Pengungsi Banjir Sumut Kini Tinggal di Hunian Layak
Berdasarkan pernyataan Asisten Pemerintahan dan Kesejahteraan Rakyat Setdaprov Sumut, Basarin Yunus Tanjung, pada Senin (30/3), seluruh pengungsi yang sebelumnya bertahan di tenda pengungsian sudah berpindah ke hunian yang lebih permanen.
"Sumut sudah zero pengungsi. Pengungsi yang sebelumnya berada di tenda, sudah menghuni huntara, huntap, ada juga yang mengontrak rumah sementara dengan dana yang disediakan pemerintah,"
Perpindahan ini merupakan hasil kerja keras pemerintah provinsi bersama pemerintah kabupaten/kota terdampak serta kolaborasi dengan berbagai pihak.
Percepatan Pembangunan Hunian Tetap di Berbagai Wilayah
Pemerintah menargetkan agar seluruh korban bencana dapat segera menempati hunian permanen guna mendukung pemulihan kehidupan mereka. Salah satu langkah konkret yang sudah dilakukan adalah penyerahan 120 unit huntap di Desa Hapesong, Kabupaten Tapanuli Selatan kepada masyarakat terdampak.
"Minggu lalu telah diserahkan 120 unit huntap di Desa Hapesong, Tapsel, kepada masyarakat terdampak. Sisa hunian tetap lainnya terus dikebut pembangunannya," jelas Basarin.
Kolaborasi Pemerintah, Institusi Negara, dan Swasta
Pembangunan huntap tidak hanya dikerjakan oleh pemerintah saja, melainkan melibatkan berbagai institusi negara dan sektor swasta. Menurut Basarin, kolaborasi ini menjadi kunci percepatan pemulihan masyarakat terdampak.
"Percepatan terus kita lakukan bersama swasta dan institusi negara. Kita berharap kolaborasi ini terus terjaga, sehingga masyarakat terdampak bencana dapat segera pulih dan kembali menjalani kehidupan normal,"
- Pengungsi banjir dan longsor Sumut sudah tidak tinggal di tenda pengungsian
- Para korban kini menempati huntara, huntap, dan rumah kontrakan yang difasilitasi pemerintah
- 120 unit huntap di Desa Hapesong, Tapsel, sudah diserahkan kepada masyarakat terdampak
- Pembangunan hunian tetap terus dipercepat di berbagai wilayah terdampak
- Kolaborasi pemerintah, institusi negara, dan swasta menjadi faktor utama percepatan
Analisis Redaksi
Menurut pandangan redaksi, keberhasilan Pemprov Sumut dalam memastikan zero pengungsi tenda merupakan langkah penting dalam upaya pemulihan pascabencana.

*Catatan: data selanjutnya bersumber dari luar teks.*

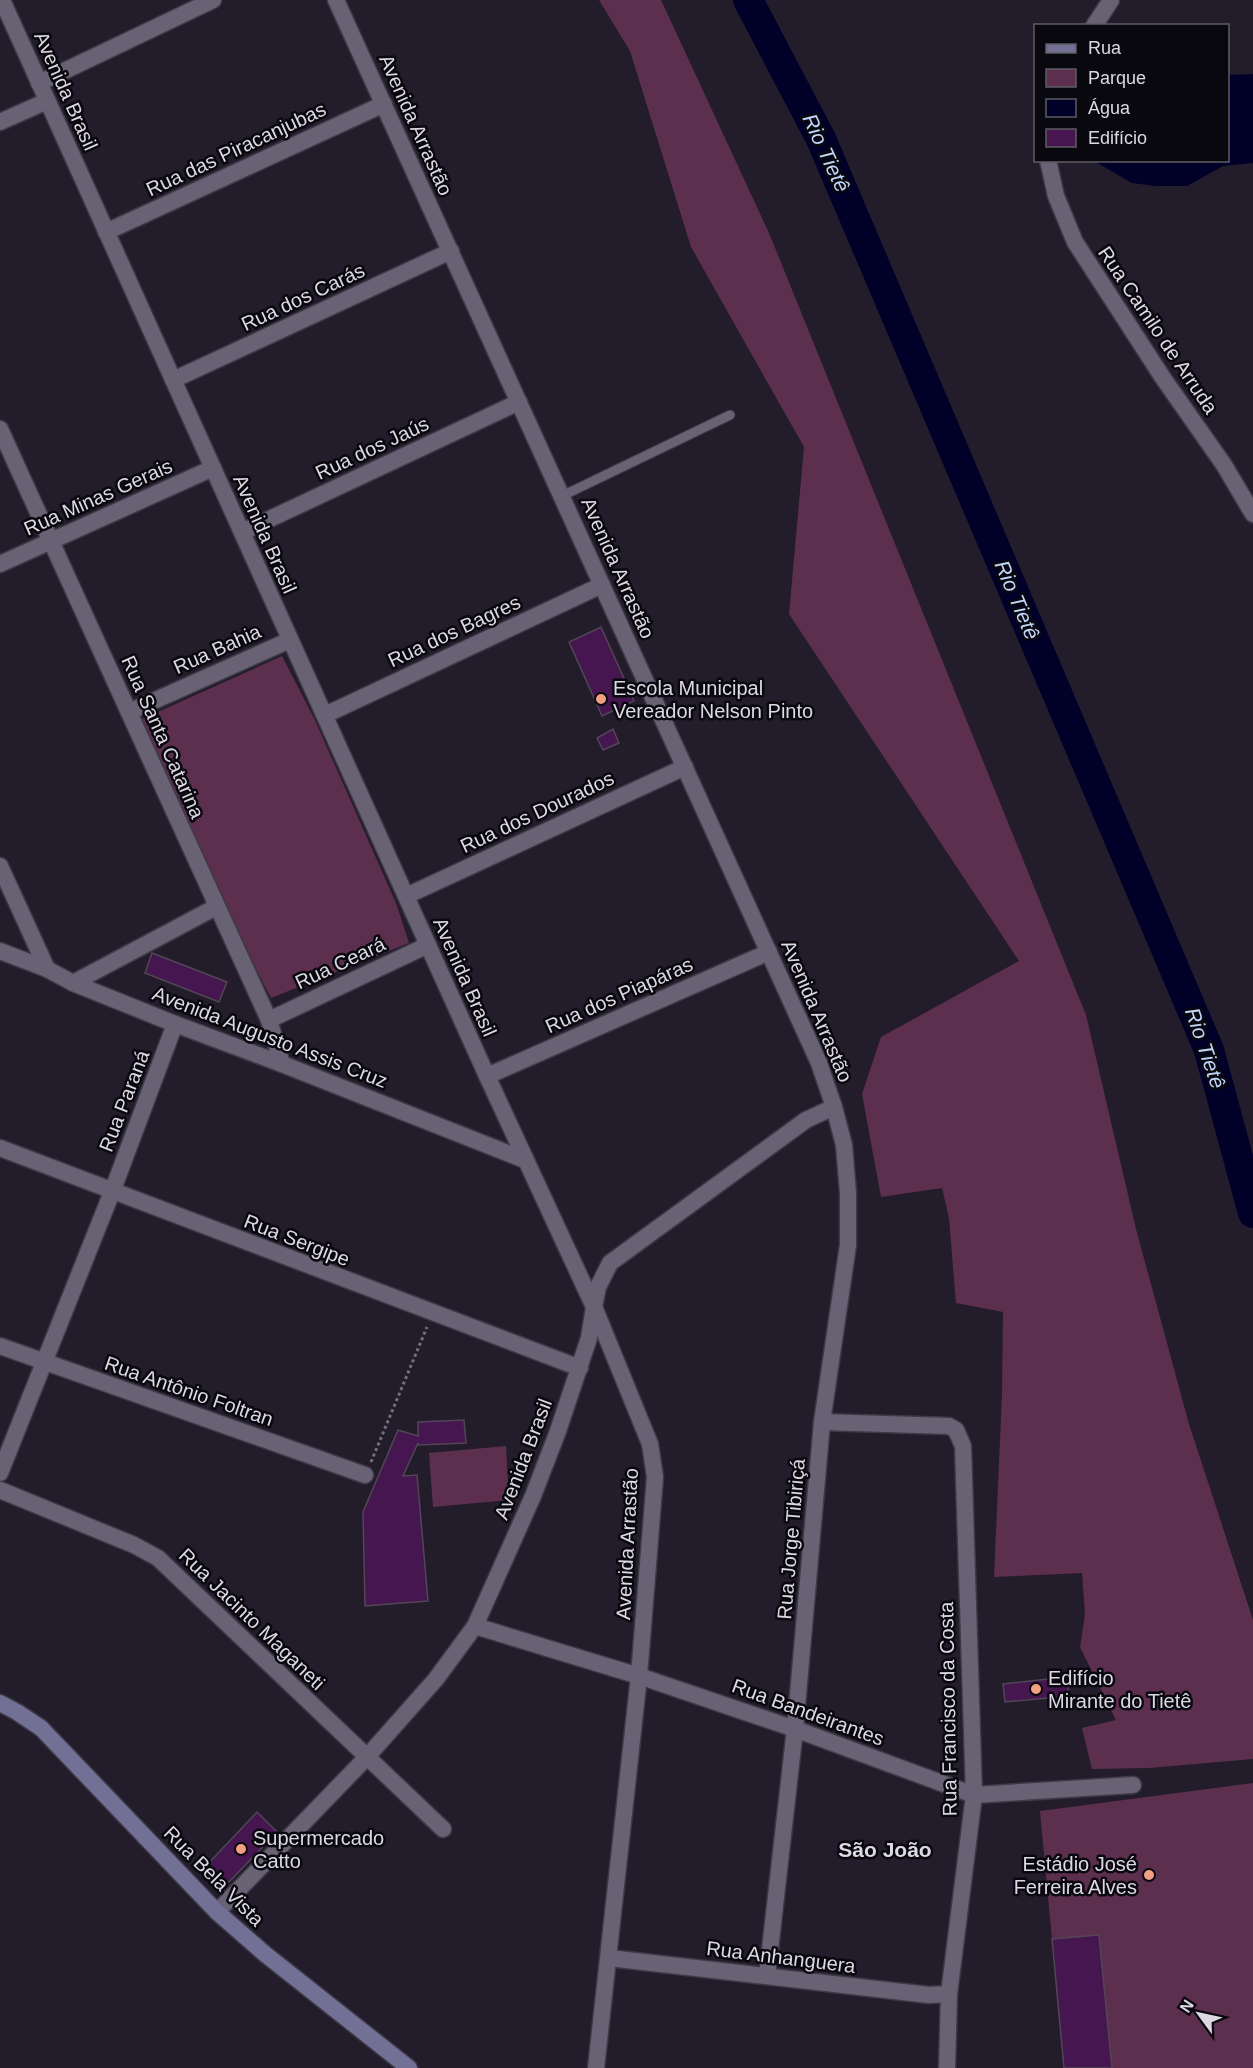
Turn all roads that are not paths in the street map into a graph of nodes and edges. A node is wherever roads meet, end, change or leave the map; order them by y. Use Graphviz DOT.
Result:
graph roads {
  1 [pos="2,0"];
  2 [pos="213,0"];
  3 [pos="336,0"];
  4 [pos="1111,0"];
  5 [pos="1095,24"];
  6 [pos="39,83"];
  7 [pos="47,101"];
  8 [pos="384,104"];
  9 [pos="0,122"];
  10 [pos="1048,162"];
  11 [pos="106,232"];
  12 [pos="451,251"];
  13 [pos="173,380"];
  14 [pos="519,402"];
  15 [pos="730,415"];
  16 [pos="0,429"];
  17 [pos="213,468"];
  18 [pos="562,496"];
  19 [pos="1253,514"];
  20 [pos="242,532"];
  21 [pos="52,540"];
  22 [pos="0,564"];
  23 [pos="602,585"];
  24 [pos="290,640"];
  25 [pos="129,712"];
  26 [pos="324,715"];
  27 [pos="685,767"];
  28 [pos="0,866"];
  29 [pos="406,896"];
  30 [pos="216,907"];
  31 [pos="428,945"];
  32 [pos="0,951"];
  33 [pos="769,952"];
  34 [pos="47,969"];
  35 [pos="73,983"];
  36 [pos="269,1020"];
  37 [pos="175,1024"];
  38 [pos="282,1064"];
  39 [pos="487,1076"];
  40 [pos="834,1107"];
  41 [pos="0,1148"];
  42 [pos="525,1160"];
  43 [pos="112,1192"];
  44 [pos="594,1307"];
  45 [pos="0,1346"];
  46 [pos="45,1363"];
  47 [pos="580,1368"];
  48 [pos="822,1422"];
  49 [pos="0,1473"];
  50 [pos="365,1475"];
  51 [pos="0,1490"];
  52 [pos="475,1626"];
  53 [pos="639,1676"];
  54 [pos="0,1703"];
  55 [pos="795,1729"];
  56 [pos="366,1758"];
  57 [pos="1133,1785"];
  58 [pos="974,1795"];
  59 [pos="442,1829"];
  60 [pos="217,1912"];
  61 [pos="609,1958"];
  62 [pos="766,1976"];
  63 [pos="949,1994"];
  64 [pos="409,2068"];
  65 [pos="596,2068"];
  66 [pos="947,2068"];
  1 -- 6 [label="street, Avenida Brasil"];
  2 -- 6 [label="street"];
  3 -- 8 [label="street, Avenida Arrastão"];
  4 -- 5 [label="street"];
  6 -- 7 [label="street, Avenida Brasil"];
  7 -- 9 [label="street"];
  7 -- 11 [label="street, Avenida Brasil"];
  8 -- 11 [label="street, Rua das Piracanjubas"];
  8 -- 12 [label="street, Avenida Arrastão"];
  10 -- 19 [label="street, Rua Camilo de Arruda"];
  11 -- 13 [label="street, Avenida Brasil"];
  12 -- 13 [label="street, Rua dos Carás"];
  12 -- 14 [label="street, Avenida Arrastão"];
  13 -- 17 [label="street, Avenida Brasil"];
  14 -- 18 [label="street, Avenida Arrastão"];
  14 -- 20 [label="street, Rua dos Jaús"];
  15 -- 18 [label="lane"];
  16 -- 21 [label="street, Rua Santa Catarina"];
  17 -- 20 [label="street, Avenida Brasil"];
  17 -- 21 [label="street, Rua Minas Gerais"];
  18 -- 23 [label="street, Avenida Arrastão"];
  20 -- 24 [label="street, Avenida Brasil"];
  21 -- 22 [label="street, Rua Minas Gerais"];
  21 -- 25 [label="street, Rua Santa Catarina"];
  23 -- 26 [label="street, Rua dos Bagres"];
  23 -- 27 [label="street, Avenida Arrastão"];
  24 -- 25 [label="street, Rua Bahia"];
  24 -- 26 [label="street, Avenida Brasil"];
  25 -- 30 [label="street, Rua Santa Catarina"];
  26 -- 29 [label="street, Avenida Brasil"];
  27 -- 29 [label="street, Rua dos Dourados"];
  27 -- 33 [label="street, Avenida Arrastão"];
  28 -- 34 [label="street"];
  29 -- 31 [label="street, Avenida Brasil"];
  30 -- 35 [label="street"];
  30 -- 36 [label="street, Rua Santa Catarina"];
  31 -- 36 [label="street, Rua Ceará"];
  31 -- 39 [label="street, Avenida Brasil"];
  32 -- 34 [label="street, Avenida Augusto Assis Cruz"];
  33 -- 39 [label="street, Rua dos Piapáras"];
  33 -- 40 [label="street, Avenida Arrastão"];
  34 -- 35 [label="street, Avenida Augusto Assis Cruz"];
  35 -- 37 [label="street, Avenida Augusto Assis Cruz"];
  36 -- 38 [label="street, Rua Santa Catarina"];
  37 -- 38 [label="street, Avenida Augusto Assis Cruz"];
  37 -- 43 [label="street, Rua Paraná"];
  38 -- 42 [label="street, Avenida Augusto Assis Cruz"];
  39 -- 42 [label="street, Avenida Brasil"];
  40 -- 44 [label="street, Avenida Arrastão"];
  40 -- 48 [label="street, Rua Jorge Tibiriçá"];
  41 -- 43 [label="street, Rua Sergipe"];
  42 -- 44 [label="street, Avenida Brasil"];
  43 -- 46 [label="street, Rua Paraná"];
  43 -- 47 [label="street, Rua Sergipe"];
  44 -- 47 [label="street, Avenida Brasil"];
  44 -- 53 [label="street, Avenida Arrastão"];
  45 -- 46 [label="street, Rua Antônio Foltran"];
  46 -- 49 [label="street, Rua Paraná"];
  46 -- 50 [label="street, Rua Antônio Foltran"];
  47 -- 52 [label="street, Avenida Brasil"];
  48 -- 55 [label="street, Rua Jorge Tibiriçá"];
  48 -- 58 [label="street, Rua Francisco da Costa"];
  51 -- 56 [label="street, Rua Jacinto Maganeti"];
  52 -- 53 [label="street, Rua Bandeirantes"];
  52 -- 56 [label="street, Avenida Brasil"];
  53 -- 55 [label="street, Rua Bandeirantes"];
  53 -- 61 [label="street, Avenida Arrastão"];
  54 -- 60 [label="main road, Rua Bela Vista"];
  55 -- 58 [label="street, Rua Bandeirantes"];
  55 -- 62 [label="street, Rua Jorge Tibiriçá"];
  56 -- 59 [label="street, Rua Jacinto Maganeti"];
  56 -- 60 [label="street, Avenida Brasil"];
  57 -- 58 [label="street, Rua Bandeirantes"];
  58 -- 63 [label="street, Rua Francisco da Costa"];
  60 -- 64 [label="main road, Rua Bela Vista"];
  61 -- 62 [label="street, Rua Anhanguera"];
  61 -- 65 [label="street, Avenida Arrastão"];
  62 -- 63 [label="street, Rua Anhanguera"];
  63 -- 66 [label="street, Rua Francisco da Costa"];
}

Pindah ke hunian yang lebih layak tidak hanya memberikan rasa aman dan nyaman bagi para penyintas, tetapi juga mempercepat proses rehabilitasi sosial dan ekonomi mereka.
Namun, tantangan sesungguhnya adalah bagaimana mempercepat penyelesaian pembangunan huntap di seluruh wilayah terdampak agar tidak ada warga yang terkatung-katung tanpa tempat tinggal permanen dalam waktu lama. Kolaborasi lintas sektor harus terus dipertahankan dan diperkuat agar sumber daya dan dukungan bisa dimaksimalkan.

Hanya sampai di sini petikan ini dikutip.